= Task goal =
Across the listing that follows, work out how many lines carry the string "bridge". Provide that number and nothing else.
※ ※ ※
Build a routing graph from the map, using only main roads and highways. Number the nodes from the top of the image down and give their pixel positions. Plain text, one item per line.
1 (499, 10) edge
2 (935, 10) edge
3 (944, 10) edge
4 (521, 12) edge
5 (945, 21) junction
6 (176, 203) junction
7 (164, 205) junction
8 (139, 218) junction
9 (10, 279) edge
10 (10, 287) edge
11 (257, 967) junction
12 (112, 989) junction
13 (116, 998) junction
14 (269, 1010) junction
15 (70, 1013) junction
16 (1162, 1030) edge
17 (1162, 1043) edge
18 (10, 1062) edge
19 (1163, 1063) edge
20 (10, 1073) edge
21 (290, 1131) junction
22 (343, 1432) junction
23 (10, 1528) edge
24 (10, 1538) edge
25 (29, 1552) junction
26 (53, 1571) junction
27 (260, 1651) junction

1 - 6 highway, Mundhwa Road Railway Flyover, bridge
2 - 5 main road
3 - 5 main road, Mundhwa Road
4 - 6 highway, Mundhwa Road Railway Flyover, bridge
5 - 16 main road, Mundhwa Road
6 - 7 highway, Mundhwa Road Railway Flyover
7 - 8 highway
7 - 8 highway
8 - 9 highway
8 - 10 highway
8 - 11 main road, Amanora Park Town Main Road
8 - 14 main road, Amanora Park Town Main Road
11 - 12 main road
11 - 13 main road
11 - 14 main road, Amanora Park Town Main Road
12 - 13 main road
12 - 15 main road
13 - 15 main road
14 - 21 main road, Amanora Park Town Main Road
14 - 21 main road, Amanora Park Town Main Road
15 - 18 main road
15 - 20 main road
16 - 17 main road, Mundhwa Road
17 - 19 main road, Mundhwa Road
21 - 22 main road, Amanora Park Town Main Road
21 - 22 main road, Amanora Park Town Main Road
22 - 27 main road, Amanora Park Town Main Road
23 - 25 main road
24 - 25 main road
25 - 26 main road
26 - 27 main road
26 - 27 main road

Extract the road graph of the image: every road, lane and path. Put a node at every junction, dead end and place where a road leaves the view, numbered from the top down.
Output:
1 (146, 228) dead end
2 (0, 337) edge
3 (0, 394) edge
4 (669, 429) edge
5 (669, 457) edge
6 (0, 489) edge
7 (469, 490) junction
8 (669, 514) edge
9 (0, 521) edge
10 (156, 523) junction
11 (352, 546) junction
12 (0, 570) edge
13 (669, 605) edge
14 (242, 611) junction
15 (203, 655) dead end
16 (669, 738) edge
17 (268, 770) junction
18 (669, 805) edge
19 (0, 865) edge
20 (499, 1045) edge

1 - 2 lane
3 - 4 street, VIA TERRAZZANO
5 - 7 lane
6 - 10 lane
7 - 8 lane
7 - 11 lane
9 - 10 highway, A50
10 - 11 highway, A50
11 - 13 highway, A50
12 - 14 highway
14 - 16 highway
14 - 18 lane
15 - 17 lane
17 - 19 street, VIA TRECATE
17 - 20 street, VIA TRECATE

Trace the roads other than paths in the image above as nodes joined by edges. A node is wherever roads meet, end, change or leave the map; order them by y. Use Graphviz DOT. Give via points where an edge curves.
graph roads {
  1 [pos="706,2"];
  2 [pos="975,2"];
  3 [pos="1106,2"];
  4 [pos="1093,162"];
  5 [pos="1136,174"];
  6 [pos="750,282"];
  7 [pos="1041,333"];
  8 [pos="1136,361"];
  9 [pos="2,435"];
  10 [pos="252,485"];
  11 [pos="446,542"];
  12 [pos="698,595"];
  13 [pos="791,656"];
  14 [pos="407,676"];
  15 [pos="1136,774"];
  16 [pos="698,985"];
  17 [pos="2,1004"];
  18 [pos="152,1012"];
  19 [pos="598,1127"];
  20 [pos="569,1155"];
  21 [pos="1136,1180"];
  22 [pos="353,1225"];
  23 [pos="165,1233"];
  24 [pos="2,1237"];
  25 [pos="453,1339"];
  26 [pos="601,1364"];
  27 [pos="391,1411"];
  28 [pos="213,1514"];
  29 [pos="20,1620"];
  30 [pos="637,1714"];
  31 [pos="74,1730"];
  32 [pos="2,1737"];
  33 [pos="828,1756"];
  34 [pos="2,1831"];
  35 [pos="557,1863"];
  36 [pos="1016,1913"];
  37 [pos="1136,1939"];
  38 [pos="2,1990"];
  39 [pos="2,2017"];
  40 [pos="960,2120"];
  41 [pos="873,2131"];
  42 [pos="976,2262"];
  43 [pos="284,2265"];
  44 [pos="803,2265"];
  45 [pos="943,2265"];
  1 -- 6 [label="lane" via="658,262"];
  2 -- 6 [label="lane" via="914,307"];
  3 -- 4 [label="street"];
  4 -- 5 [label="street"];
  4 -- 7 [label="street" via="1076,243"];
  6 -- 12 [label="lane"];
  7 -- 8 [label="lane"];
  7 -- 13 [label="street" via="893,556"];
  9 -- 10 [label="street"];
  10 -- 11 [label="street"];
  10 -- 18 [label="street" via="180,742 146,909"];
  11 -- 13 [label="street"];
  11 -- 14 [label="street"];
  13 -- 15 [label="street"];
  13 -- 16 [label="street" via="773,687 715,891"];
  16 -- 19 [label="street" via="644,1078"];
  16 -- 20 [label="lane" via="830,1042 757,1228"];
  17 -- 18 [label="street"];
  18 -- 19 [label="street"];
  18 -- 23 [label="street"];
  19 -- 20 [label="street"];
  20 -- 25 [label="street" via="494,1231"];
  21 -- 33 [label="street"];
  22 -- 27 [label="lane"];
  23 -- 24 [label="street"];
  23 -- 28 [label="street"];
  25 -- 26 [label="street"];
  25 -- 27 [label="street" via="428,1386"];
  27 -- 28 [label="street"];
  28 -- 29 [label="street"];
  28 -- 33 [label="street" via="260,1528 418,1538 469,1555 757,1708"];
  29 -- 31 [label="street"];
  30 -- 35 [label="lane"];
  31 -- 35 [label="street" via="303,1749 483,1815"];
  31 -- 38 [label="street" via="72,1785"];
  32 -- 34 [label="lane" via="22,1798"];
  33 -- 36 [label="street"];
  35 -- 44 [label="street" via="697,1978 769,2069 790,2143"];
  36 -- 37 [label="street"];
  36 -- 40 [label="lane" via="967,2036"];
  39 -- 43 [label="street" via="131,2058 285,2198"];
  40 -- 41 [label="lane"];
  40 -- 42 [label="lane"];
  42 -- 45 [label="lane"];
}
※ ※ ※
= Exercise response =
2